**Problem**. The response must consist of each line in the listing that has the word "Keneanko" in it.
-- Information given follows --
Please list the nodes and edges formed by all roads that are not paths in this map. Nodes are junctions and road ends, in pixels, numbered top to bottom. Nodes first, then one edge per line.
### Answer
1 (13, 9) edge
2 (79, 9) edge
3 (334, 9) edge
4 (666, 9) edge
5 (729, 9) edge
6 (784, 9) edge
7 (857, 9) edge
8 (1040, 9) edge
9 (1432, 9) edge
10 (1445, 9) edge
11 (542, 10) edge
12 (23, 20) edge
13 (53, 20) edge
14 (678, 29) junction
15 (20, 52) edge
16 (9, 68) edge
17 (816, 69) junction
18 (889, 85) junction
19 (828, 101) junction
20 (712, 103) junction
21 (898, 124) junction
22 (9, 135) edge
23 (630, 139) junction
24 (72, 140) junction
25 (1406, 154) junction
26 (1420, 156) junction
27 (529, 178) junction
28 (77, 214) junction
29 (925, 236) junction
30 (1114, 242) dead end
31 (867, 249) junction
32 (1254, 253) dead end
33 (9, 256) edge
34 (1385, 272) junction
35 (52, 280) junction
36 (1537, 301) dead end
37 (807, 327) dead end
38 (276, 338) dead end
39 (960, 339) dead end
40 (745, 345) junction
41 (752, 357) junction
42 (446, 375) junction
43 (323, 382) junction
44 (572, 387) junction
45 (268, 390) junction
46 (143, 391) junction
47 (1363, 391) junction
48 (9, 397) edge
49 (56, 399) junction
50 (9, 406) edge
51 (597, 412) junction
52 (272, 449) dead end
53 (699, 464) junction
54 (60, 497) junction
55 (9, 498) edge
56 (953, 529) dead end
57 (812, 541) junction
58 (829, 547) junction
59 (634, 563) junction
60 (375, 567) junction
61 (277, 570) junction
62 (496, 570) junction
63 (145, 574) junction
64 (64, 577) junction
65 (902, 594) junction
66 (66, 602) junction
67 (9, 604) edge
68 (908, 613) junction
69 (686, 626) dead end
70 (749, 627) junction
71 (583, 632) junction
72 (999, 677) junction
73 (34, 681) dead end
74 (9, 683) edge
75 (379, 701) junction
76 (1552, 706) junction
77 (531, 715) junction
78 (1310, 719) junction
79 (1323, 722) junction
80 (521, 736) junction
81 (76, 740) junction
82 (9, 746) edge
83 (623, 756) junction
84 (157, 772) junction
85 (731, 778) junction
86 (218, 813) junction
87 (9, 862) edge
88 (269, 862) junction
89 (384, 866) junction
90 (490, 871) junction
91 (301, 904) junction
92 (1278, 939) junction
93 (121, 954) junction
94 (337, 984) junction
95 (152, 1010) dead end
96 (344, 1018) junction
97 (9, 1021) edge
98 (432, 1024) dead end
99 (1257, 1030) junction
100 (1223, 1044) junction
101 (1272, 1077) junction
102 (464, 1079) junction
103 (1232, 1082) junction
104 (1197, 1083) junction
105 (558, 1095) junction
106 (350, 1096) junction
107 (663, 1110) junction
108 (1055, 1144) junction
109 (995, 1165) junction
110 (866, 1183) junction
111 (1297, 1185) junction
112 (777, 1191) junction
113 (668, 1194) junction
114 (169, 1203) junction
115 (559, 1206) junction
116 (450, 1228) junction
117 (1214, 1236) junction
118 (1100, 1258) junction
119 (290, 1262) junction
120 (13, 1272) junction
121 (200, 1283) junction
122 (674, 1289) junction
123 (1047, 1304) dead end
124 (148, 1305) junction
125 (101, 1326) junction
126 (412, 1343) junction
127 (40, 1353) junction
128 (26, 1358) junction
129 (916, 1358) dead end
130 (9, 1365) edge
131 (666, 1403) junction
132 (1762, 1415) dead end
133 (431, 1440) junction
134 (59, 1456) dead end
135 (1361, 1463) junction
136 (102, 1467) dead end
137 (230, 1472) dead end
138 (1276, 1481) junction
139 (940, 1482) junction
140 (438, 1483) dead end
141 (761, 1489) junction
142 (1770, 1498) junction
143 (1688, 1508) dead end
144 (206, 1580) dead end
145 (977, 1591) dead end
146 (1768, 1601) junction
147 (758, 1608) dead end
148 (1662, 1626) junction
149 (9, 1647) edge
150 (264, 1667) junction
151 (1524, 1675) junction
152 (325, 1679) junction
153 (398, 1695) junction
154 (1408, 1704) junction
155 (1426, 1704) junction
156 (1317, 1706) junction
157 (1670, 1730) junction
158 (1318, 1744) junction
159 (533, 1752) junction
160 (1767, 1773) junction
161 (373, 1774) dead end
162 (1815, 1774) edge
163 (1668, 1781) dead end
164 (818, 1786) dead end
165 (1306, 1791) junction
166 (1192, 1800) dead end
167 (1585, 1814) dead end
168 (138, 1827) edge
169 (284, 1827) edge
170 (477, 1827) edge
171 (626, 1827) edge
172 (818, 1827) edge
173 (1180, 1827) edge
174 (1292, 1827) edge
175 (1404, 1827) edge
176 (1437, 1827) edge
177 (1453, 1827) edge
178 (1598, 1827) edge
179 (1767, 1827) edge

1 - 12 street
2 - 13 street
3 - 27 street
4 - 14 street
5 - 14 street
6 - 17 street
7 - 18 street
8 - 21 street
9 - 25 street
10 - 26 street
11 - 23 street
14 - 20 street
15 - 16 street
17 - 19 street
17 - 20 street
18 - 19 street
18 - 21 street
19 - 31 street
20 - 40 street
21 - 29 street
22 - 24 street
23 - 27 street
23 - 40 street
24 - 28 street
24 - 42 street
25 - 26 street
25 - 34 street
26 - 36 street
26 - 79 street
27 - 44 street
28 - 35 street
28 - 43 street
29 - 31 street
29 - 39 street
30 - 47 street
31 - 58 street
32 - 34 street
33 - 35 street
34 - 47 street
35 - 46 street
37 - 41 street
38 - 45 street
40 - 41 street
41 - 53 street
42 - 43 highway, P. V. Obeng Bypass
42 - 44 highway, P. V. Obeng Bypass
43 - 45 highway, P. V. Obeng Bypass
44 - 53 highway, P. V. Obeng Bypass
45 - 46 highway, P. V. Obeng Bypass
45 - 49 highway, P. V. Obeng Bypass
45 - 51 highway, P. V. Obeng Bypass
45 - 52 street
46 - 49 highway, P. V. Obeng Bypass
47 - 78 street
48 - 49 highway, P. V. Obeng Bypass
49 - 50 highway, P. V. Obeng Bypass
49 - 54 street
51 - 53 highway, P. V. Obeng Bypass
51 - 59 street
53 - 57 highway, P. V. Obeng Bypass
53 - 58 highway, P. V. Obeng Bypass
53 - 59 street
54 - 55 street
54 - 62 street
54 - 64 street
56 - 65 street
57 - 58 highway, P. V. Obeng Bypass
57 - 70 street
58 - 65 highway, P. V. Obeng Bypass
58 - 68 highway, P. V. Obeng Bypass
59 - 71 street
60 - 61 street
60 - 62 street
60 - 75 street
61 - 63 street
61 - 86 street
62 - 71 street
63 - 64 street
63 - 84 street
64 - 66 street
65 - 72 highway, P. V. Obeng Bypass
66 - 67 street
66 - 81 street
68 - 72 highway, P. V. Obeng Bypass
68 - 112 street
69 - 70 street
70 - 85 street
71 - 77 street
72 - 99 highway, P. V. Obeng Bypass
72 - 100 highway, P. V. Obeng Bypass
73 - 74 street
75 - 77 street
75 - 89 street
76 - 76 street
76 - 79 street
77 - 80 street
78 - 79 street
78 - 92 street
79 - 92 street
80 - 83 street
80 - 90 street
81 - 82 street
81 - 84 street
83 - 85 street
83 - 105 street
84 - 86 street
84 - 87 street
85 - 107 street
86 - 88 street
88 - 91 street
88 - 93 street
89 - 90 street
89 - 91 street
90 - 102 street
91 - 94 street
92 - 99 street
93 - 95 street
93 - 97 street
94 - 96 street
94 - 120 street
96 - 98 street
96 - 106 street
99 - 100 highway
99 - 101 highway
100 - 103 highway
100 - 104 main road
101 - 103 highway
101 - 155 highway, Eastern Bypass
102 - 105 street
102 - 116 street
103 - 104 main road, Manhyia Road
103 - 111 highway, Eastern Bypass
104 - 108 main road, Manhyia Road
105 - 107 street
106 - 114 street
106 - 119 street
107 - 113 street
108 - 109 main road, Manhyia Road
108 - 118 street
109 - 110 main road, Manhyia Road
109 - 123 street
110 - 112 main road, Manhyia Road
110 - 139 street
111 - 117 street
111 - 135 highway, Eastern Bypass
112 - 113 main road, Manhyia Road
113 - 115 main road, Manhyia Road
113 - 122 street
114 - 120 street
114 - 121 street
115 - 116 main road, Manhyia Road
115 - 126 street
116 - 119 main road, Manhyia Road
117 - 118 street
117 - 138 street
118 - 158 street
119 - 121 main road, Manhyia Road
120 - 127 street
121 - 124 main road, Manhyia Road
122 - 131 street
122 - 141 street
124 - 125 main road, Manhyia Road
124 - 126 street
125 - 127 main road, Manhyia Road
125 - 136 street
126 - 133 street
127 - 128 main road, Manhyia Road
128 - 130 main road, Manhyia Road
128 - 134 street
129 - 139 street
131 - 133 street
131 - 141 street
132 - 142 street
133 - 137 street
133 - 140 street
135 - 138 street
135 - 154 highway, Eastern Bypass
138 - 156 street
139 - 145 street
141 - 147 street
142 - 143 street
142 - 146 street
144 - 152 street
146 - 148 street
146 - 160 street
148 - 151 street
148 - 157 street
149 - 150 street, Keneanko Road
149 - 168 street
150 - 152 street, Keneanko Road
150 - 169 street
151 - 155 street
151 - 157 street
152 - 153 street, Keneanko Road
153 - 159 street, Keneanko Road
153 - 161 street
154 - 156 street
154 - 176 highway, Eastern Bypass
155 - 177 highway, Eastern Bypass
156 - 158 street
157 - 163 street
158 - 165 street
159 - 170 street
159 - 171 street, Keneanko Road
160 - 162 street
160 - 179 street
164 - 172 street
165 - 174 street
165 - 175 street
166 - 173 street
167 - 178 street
-- Information given concluded --
**Solution for this exercise**.
149 - 150 street, Keneanko Road
150 - 152 street, Keneanko Road
152 - 153 street, Keneanko Road
153 - 159 street, Keneanko Road
159 - 171 street, Keneanko Road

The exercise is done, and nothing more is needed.